Franz Port Respondent, v. Katie Holzinger and Another, Appellants.
(Appeal No. 1.)
Second Department,
February 13, 1925.
Pleadimgs—'complaint—complaint that is insufficient in equity may comtain sufficient allegations to support cause of action at law — prayer for relief not conclusive as to nature of action — allegation of gaft subject to revocation and revocation thereof with demand and refusal constitute good cause of action at law for money had and received.
A complaint in an action will not be dismissed on the ground that it does not state facts sufficient to constitute a cause of action if, although it does not state a good equitable cause Of action, the allegations do constitute a cause of action at law for money had and received.

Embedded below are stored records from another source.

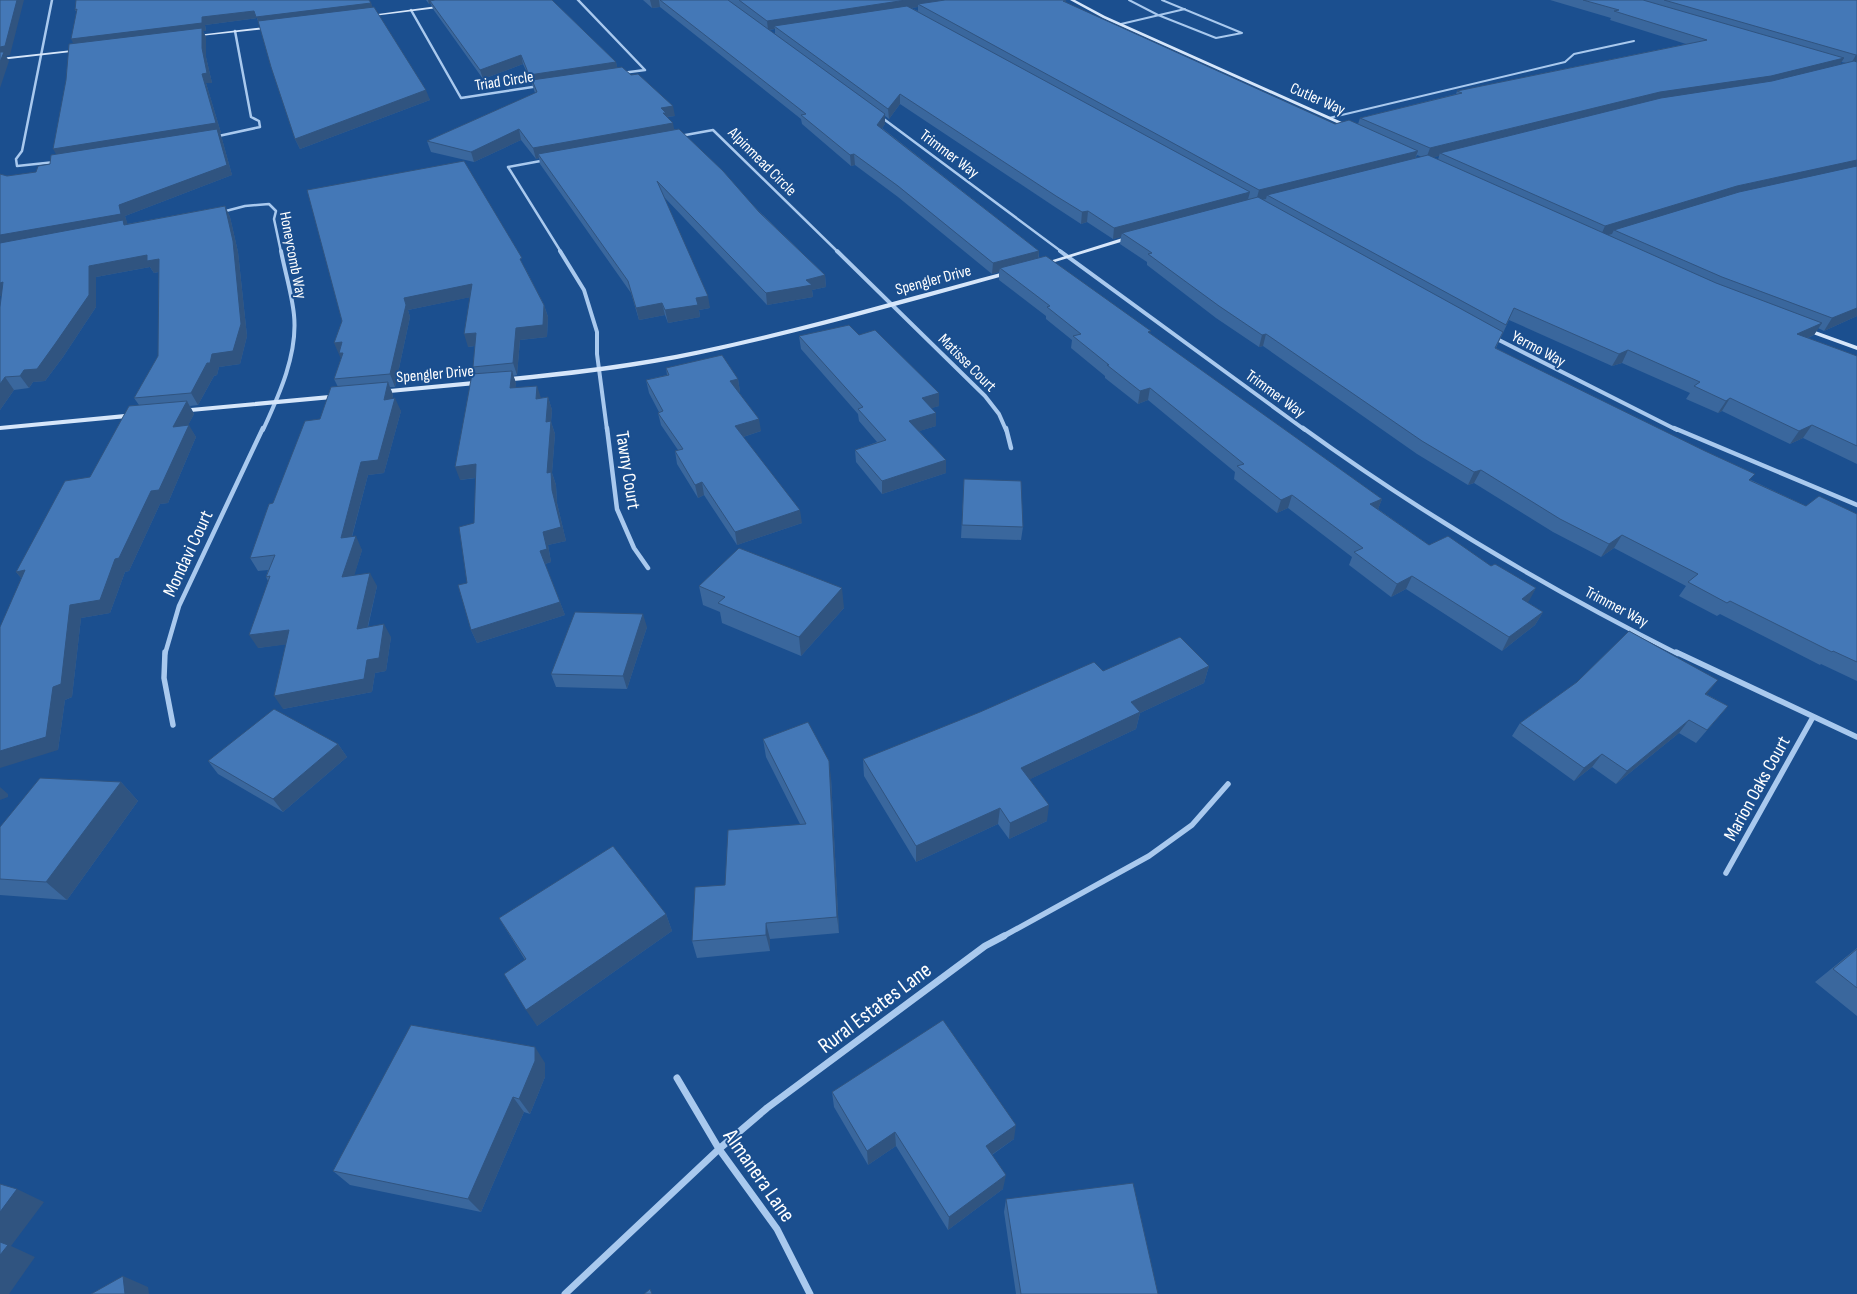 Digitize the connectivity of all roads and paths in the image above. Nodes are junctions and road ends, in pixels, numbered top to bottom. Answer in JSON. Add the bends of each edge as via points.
{"nodes":[{"id":1,"x":52,"y":0,"type":"edge"},
{"id":2,"x":578,"y":0,"type":"edge"},
{"id":3,"x":1072,"y":0,"type":"edge"},
{"id":4,"x":1129,"y":0,"type":"edge"},
{"id":5,"x":1162,"y":0,"type":"edge"},
{"id":6,"x":450,"y":5,"type":"edge"},
{"id":7,"x":411,"y":10,"type":"junction"},
{"id":8,"x":1185,"y":10,"type":"junction"},
{"id":9,"x":1158,"y":15,"type":"junction"},
{"id":10,"x":362,"y":16,"type":"edge"},
{"id":11,"x":1121,"y":24,"type":"junction"},
{"id":12,"x":284,"y":26,"type":"edge"},
{"id":13,"x":235,"y":31,"type":"junction"},
{"id":14,"x":187,"y":37,"type":"edge"},
{"id":15,"x":1634,"y":41,"type":"dead end"},
{"id":16,"x":91,"y":48,"type":"edge"},
{"id":17,"x":43,"y":54,"type":"junction"},
{"id":18,"x":0,"y":59,"type":"edge"},
{"id":19,"x":616,"y":74,"type":"edge"},
{"id":20,"x":548,"y":85,"type":"edge"},
{"id":21,"x":879,"y":116,"type":"edge"},
{"id":22,"x":1329,"y":118,"type":"junction"},
{"id":23,"x":1356,"y":130,"type":"edge"},
{"id":24,"x":674,"y":137,"type":"edge"},
{"id":25,"x":206,"y":138,"type":"edge"},
{"id":26,"x":63,"y":160,"type":"edge"},
{"id":27,"x":547,"y":160,"type":"edge"},
{"id":28,"x":215,"y":214,"type":"edge"},
{"id":29,"x":1143,"y":233,"type":"edge"},
{"id":30,"x":1068,"y":258,"type":"junction"},
{"id":31,"x":1031,"y":267,"type":"edge"},
{"id":32,"x":1021,"y":270,"type":"edge"},
{"id":33,"x":891,"y":304,"type":"junction"},
{"id":34,"x":1798,"y":327,"type":"edge"},
{"id":35,"x":1487,"y":333,"type":"edge"},
{"id":36,"x":1857,"y":348,"type":"edge"},
{"id":37,"x":599,"y":369,"type":"junction"},
{"id":38,"x":372,"y":393,"type":"edge"},
{"id":39,"x":352,"y":395,"type":"edge"},
{"id":40,"x":274,"y":402,"type":"junction"},
{"id":41,"x":176,"y":411,"type":"edge"},
{"id":42,"x":147,"y":414,"type":"edge"},
{"id":43,"x":0,"y":428,"type":"edge"},
{"id":44,"x":1011,"y":448,"type":"dead end"},
{"id":45,"x":1857,"y":505,"type":"edge"},
{"id":46,"x":648,"y":568,"type":"dead end"},
{"id":47,"x":1813,"y":717,"type":"junction"},
{"id":48,"x":173,"y":725,"type":"dead end"},
{"id":49,"x":1857,"y":737,"type":"edge"},
{"id":50,"x":1228,"y":784,"type":"dead end"},
{"id":51,"x":1726,"y":873,"type":"dead end"},
{"id":52,"x":676,"y":1078,"type":"dead end"},
{"id":53,"x":719,"y":1148,"type":"junction"},
{"id":54,"x":565,"y":1294,"type":"edge"},
{"id":55,"x":810,"y":1294,"type":"edge"}],
"edges":[{"from":1,"to":17,"type":"street"},
{"from":2,"to":19,"type":"street","via":[[645,70]]},
{"from":3,"to":11,"type":"street","name":"Cutler Way"},
{"from":4,"to":9,"type":"lane"},
{"from":5,"to":8,"type":"lane"},
{"from":6,"to":7,"type":"street"},
{"from":7,"to":10,"type":"street"},
{"from":7,"to":20,"type":"street","name":"Triad Circle","via":[[461,98]]},
{"from":8,"to":9,"type":"lane"},
{"from":8,"to":9,"type":"lane","via":[[1242,33],[1216,38]]},
{"from":9,"to":11,"type":"lane"},
{"from":11,"to":22,"type":"street","name":"Cutler Way"},
{"from":12,"to":13,"type":"street"},
{"from":13,"to":14,"type":"street"},
{"from":13,"to":25,"type":"street","via":[[250,117],[259,121],[260,127]]},
{"from":15,"to":22,"type":"lane","via":[[1574,54],[1565,62]]},
{"from":16,"to":17,"type":"street"},
{"from":17,"to":18,"type":"street"},
{"from":17,"to":26,"type":"street","via":[[22,151],[16,159],[17,166]]},
{"from":21,"to":30,"type":"street","name":"Trimmer Way"},
{"from":22,"to":23,"type":"street","name":"Cutler Way"},
{"from":24,"to":33,"type":"street","name":"Alpinmead Circle","via":[[713,130]]},
{"from":27,"to":37,"type":"street","via":[[508,167],[587,296],[598,332]]},
{"from":28,"to":40,"type":"street","name":"Honeycomb Way","via":[[245,206],[270,204],[276,211],[274,219],[294,330],[290,361]]},
{"from":29,"to":30,"type":"street"},
{"from":30,"to":31,"type":"street"},
{"from":30,"to":47,"type":"street","name":"Trimmer Way","via":[[1351,464],[1433,517],[1586,604],[1708,668]]},
{"from":32,"to":33,"type":"street","name":"Spengler Drive"},
{"from":33,"to":37,"type":"street","name":"Spengler Drive","via":[[718,348]]},
{"from":33,"to":44,"type":"street","name":"Matisse Court","via":[[998,410],[1007,427]]},
{"from":34,"to":36,"type":"street"},
{"from":35,"to":45,"type":"street","name":"Yermo Way","via":[[1646,416]]},
{"from":37,"to":38,"type":"street","name":"Spengler Drive"},
{"from":37,"to":46,"type":"street","name":"Tawny Court","via":[[617,509],[634,548]]},
{"from":39,"to":40,"type":"street"},
{"from":40,"to":41,"type":"street"},
{"from":40,"to":48,"type":"street","name":"Mondavi Court","via":[[168,634],[163,691]]},
{"from":42,"to":43,"type":"street"},
{"from":47,"to":49,"type":"street","name":"Trimmer Way"},
{"from":47,"to":51,"type":"street","name":"Marion Oaks Court"},
{"from":50,"to":53,"type":"street","name":"Rural Estates Lane","via":[[1192,824],[1149,856],[985,946],[767,1108]]},
{"from":52,"to":53,"type":"street","name":"Almanera Lane"},
{"from":53,"to":54,"type":"street","name":"Rural Estates Lane"},
{"from":53,"to":55,"type":"street","name":"Almanera Lane","via":[[777,1229]]}]} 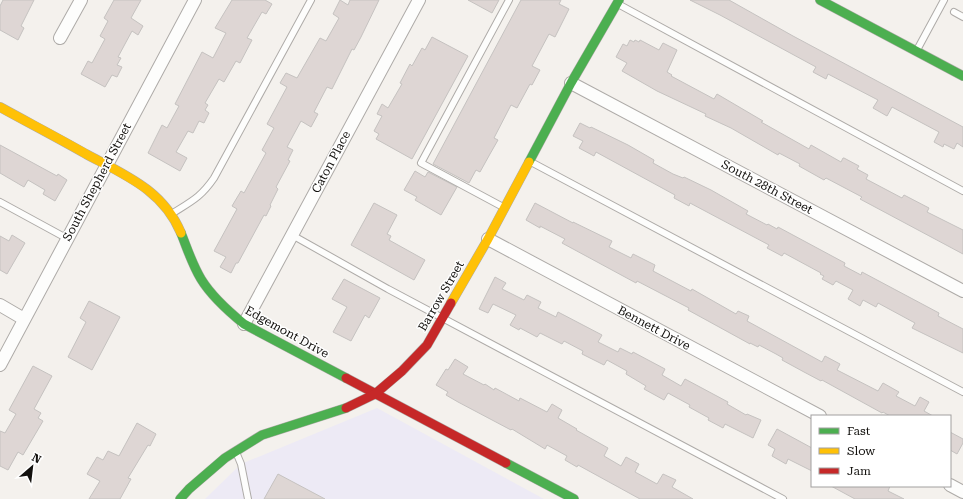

In determining whether a cause of action is stated in equity or at law the prayer for relief is not conclusive.
Accordingly, the complaint in this action states a common-law action for money had and received, since it alleges that the plaintiff delivered a bond and mortgage with a certificate of satisfaction to the defendants upon the express condition and agreement by the defendants that the gift might be revoked and that the moneys represented by the bond and mortgage would be redelivered to the plaintiff at any time on his demand, that thereafter the plaintiff did revoke the gift and demand the return of the moneys and securities, and that the defendants refused to comply with the agreement.
Appeal by the defendants, Katie Holzinger and another, from an order of the Supreme Court, made at the Queens Special Term and entered in the office of the clerk of the county of Queens on the 15th day of December, 1924, denying the defendants’ motion for judgment dismissing the complaint on the ground that it does not state facts sufficient to constitute a cause of action.
Thomas F. Hyland [James H. Hickey with him on the brief], for the appellants.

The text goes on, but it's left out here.